Au petit matin, j’arrive à fermer l’œil pour une heure ou deux… Puis, c’est le
branle-bas de combat !
Je suis dès
potron-minet à la gendarmerie. Rasé de frais et de près, en tenue numéro 1. Je
sais comment on se présente aux autorités, mon père ma l’a appris. Je sais
comment on leur parle : « J’ai l’honneur de solliciter de votre
haute bienveillance… ». Il n’y a pas un seul fonctionnaire de par le
monde qui ne fonde devant cette formule magique ! Aujourd’hui encore,
c’est comme ça : essayez, vous verrez, ça marche à tous les coups !
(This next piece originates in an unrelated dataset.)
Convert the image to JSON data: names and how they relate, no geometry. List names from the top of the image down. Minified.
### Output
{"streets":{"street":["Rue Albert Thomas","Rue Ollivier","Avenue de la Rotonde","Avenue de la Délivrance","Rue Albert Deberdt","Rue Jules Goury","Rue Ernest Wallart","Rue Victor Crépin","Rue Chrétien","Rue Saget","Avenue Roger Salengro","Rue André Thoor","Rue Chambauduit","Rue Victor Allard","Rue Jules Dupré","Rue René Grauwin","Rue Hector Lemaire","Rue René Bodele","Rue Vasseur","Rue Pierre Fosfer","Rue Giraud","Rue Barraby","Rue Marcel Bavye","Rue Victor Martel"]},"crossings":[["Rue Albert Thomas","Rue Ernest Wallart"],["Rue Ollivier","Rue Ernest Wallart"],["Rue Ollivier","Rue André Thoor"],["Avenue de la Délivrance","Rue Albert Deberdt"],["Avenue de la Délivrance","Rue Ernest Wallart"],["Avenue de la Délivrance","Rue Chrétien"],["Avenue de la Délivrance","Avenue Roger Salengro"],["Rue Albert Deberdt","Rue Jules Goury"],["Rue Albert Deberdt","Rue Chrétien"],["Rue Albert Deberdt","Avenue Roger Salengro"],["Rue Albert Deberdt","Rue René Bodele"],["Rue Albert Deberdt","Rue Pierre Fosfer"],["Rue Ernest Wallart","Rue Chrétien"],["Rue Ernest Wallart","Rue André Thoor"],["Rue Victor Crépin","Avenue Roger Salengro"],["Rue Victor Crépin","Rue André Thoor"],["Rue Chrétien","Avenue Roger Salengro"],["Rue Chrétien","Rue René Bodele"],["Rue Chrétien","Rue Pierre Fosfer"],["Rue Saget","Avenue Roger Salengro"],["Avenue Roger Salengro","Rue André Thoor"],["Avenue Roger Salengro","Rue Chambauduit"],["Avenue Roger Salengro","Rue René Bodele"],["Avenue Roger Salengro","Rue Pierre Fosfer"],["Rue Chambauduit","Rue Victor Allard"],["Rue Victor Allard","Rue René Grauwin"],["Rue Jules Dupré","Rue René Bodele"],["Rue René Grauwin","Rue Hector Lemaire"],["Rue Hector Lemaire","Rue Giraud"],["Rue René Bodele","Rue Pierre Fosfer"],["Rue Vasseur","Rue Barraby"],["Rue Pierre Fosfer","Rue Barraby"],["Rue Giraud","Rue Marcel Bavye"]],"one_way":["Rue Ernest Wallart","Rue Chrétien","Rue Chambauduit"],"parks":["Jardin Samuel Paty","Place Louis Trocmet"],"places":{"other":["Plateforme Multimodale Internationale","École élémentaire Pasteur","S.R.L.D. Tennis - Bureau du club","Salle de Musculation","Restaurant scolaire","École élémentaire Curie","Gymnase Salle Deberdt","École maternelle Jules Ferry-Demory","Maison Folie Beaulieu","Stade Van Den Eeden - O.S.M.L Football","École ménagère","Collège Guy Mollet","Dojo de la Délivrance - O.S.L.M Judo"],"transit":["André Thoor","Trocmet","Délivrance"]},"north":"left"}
Mais il faut vous entraîner et y croire, ça doit sortir naturellement et avoir
l’air sincère…Mes gendarmes sont méconnaissables, compatissants, mais gênés aux
entournures : le problème, c’est « le chef »… Le chef
n’est pas là et il n’y a aucune délégation de pouvoirs :
« Le
chef a voyagé… On ne sait où ni pour combien de temps. Il a enfermé les
tampons d’entrée sur le territoire dans le coffre. Nous n’en connaissons pas le
code…Il faut attendre son retour. Nous ne savons pas quand…Vous ne
pouvez pas pénétrer sur le territoire sans tampon d’entrée, vous vous feriez
ramasser au premier poste de contrôle routier. Vous devez rester chez Mado
jusqu’à nouvel ordre… »
J’ouvre une
parenthèse : ne vous étonnez pas lorsque « vous absentez quelqu’un »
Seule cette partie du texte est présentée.